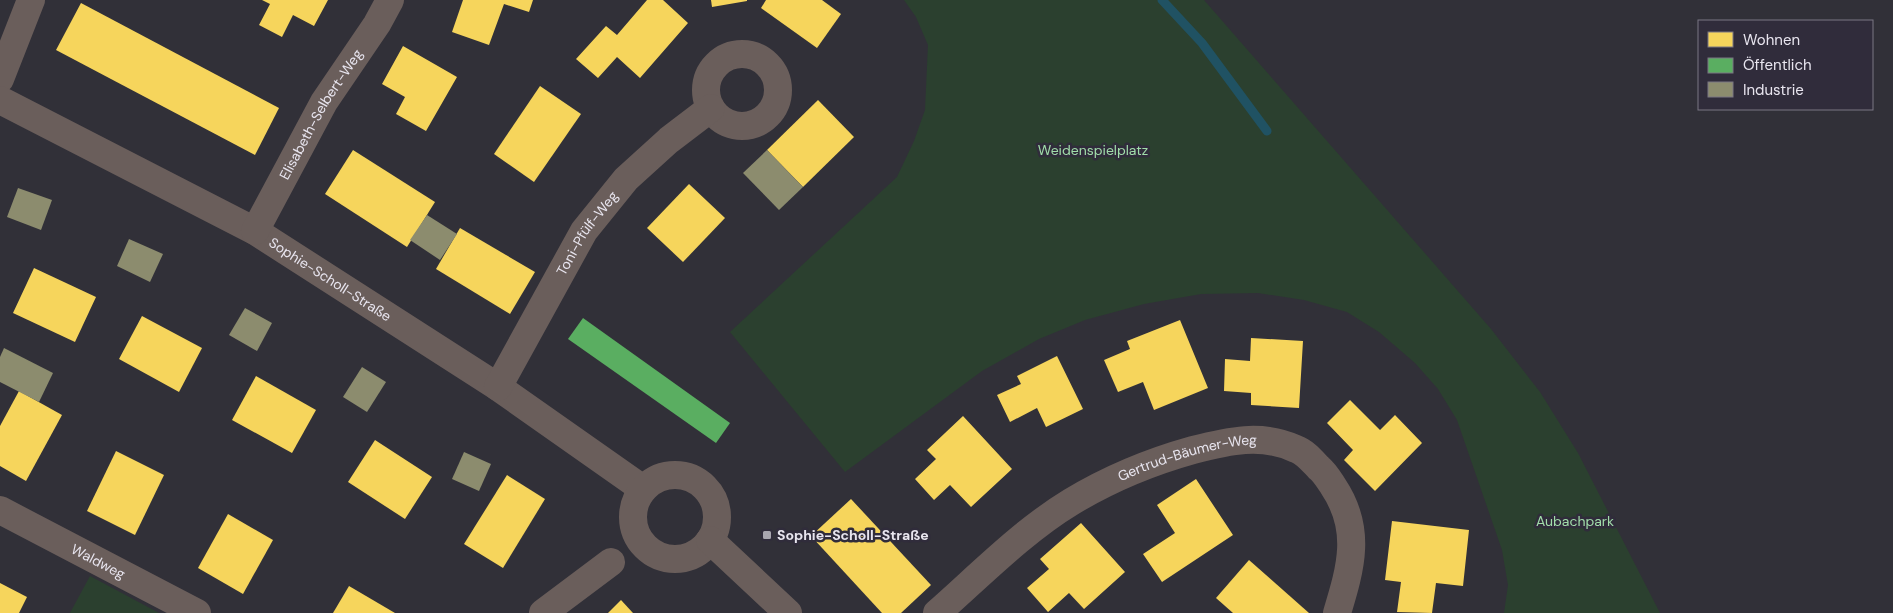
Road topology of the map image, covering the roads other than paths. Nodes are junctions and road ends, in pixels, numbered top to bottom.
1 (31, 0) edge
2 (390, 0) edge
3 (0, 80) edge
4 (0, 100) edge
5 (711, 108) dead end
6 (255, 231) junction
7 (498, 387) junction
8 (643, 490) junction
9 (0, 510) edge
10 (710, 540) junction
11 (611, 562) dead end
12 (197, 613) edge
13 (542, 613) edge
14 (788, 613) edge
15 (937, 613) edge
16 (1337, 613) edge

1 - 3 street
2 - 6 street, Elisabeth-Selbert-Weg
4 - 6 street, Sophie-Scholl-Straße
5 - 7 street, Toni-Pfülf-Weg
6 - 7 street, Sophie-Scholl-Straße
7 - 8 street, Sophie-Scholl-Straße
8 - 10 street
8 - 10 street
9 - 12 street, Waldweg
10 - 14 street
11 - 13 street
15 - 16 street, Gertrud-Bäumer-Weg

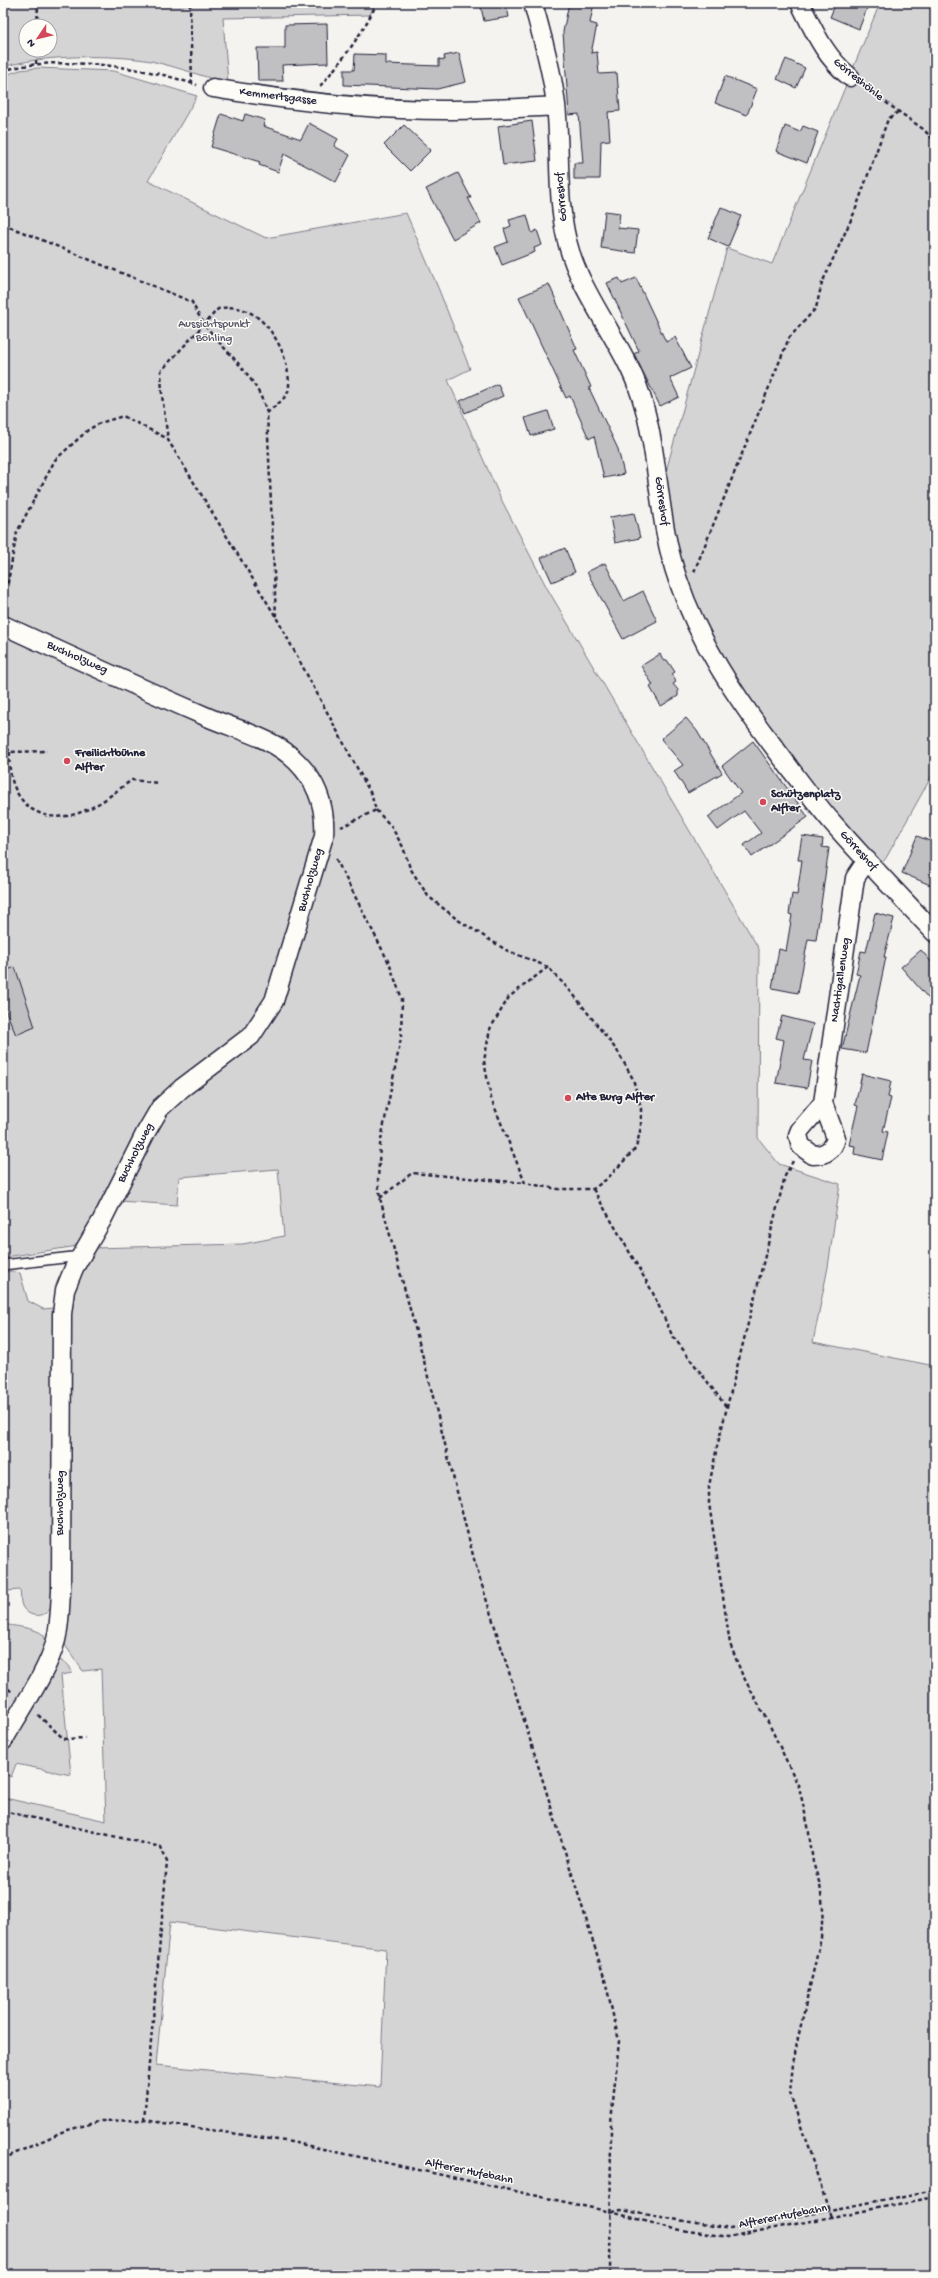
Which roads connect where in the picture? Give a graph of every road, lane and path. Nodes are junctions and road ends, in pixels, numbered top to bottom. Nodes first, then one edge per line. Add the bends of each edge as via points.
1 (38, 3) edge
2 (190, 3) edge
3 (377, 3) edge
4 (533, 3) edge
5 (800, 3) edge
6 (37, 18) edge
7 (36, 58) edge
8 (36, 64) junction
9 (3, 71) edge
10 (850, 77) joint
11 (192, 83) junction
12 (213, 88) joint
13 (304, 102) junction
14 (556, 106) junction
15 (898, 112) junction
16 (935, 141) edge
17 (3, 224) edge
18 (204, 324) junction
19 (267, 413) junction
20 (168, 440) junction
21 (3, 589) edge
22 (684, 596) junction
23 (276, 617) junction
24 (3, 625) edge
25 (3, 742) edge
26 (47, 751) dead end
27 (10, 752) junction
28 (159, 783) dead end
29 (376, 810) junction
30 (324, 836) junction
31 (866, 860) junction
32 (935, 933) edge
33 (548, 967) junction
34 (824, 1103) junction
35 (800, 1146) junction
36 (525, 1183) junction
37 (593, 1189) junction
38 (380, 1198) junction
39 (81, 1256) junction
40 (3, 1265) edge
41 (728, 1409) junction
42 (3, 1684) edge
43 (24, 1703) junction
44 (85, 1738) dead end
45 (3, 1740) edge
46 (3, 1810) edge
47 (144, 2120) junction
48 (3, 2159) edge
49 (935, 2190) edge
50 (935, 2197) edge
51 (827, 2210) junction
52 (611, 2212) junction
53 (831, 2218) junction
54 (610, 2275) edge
....
### Task requirements
Each line above has to be returned exactly. Drop the pictures.

### Result of the exercise
Road topology of the map image, covering the roads other than paths. Nodes are junctions and road ends, in pixels, numbered top to bottom.
1 (31, 0) edge
2 (390, 0) edge
3 (0, 80) edge
4 (0, 100) edge
5 (711, 108) dead end
6 (255, 231) junction
7 (498, 387) junction
8 (643, 490) junction
9 (0, 510) edge
10 (710, 540) junction
11 (611, 562) dead end
12 (197, 613) edge
13 (542, 613) edge
14 (788, 613) edge
15 (937, 613) edge
16 (1337, 613) edge

1 - 3 street
2 - 6 street, Elisabeth-Selbert-Weg
4 - 6 street, Sophie-Scholl-Straße
5 - 7 street, Toni-Pfülf-Weg
6 - 7 street, Sophie-Scholl-Straße
7 - 8 street, Sophie-Scholl-Straße
8 - 10 street
8 - 10 street
9 - 12 street, Waldweg
10 - 14 street
11 - 13 street
15 - 16 street, Gertrud-Bäumer-Weg

Which roads connect where in the picture? Give a graph of every road, lane and path. Nodes are junctions and road ends, in pixels, numbered top to bottom. Nodes first, then one edge per line. Add the bends of each edge as via points.
1 (38, 3) edge
2 (190, 3) edge
3 (377, 3) edge
4 (533, 3) edge
5 (800, 3) edge
6 (37, 18) edge
7 (36, 58) edge
8 (36, 64) junction
9 (3, 71) edge
10 (850, 77) joint
11 (192, 83) junction
12 (213, 88) joint
13 (304, 102) junction
14 (556, 106) junction
15 (898, 112) junction
16 (935, 141) edge
17 (3, 224) edge
18 (204, 324) junction
19 (267, 413) junction
20 (168, 440) junction
21 (3, 589) edge
22 (684, 596) junction
23 (276, 617) junction
24 (3, 625) edge
25 (3, 742) edge
26 (47, 751) dead end
27 (10, 752) junction
28 (159, 783) dead end
29 (376, 810) junction
30 (324, 836) junction
31 (866, 860) junction
32 (935, 933) edge
33 (548, 967) junction
34 (824, 1103) junction
35 (800, 1146) junction
36 (525, 1183) junction
37 (593, 1189) junction
38 (380, 1198) junction
39 (81, 1256) junction
40 (3, 1265) edge
41 (728, 1409) junction
42 (3, 1684) edge
43 (24, 1703) junction
44 (85, 1738) dead end
45 (3, 1740) edge
46 (3, 1810) edge
47 (144, 2120) junction
48 (3, 2159) edge
49 (935, 2190) edge
50 (935, 2197) edge
51 (827, 2210) junction
52 (611, 2212) junction
53 (831, 2218) junction
54 (610, 2275) edge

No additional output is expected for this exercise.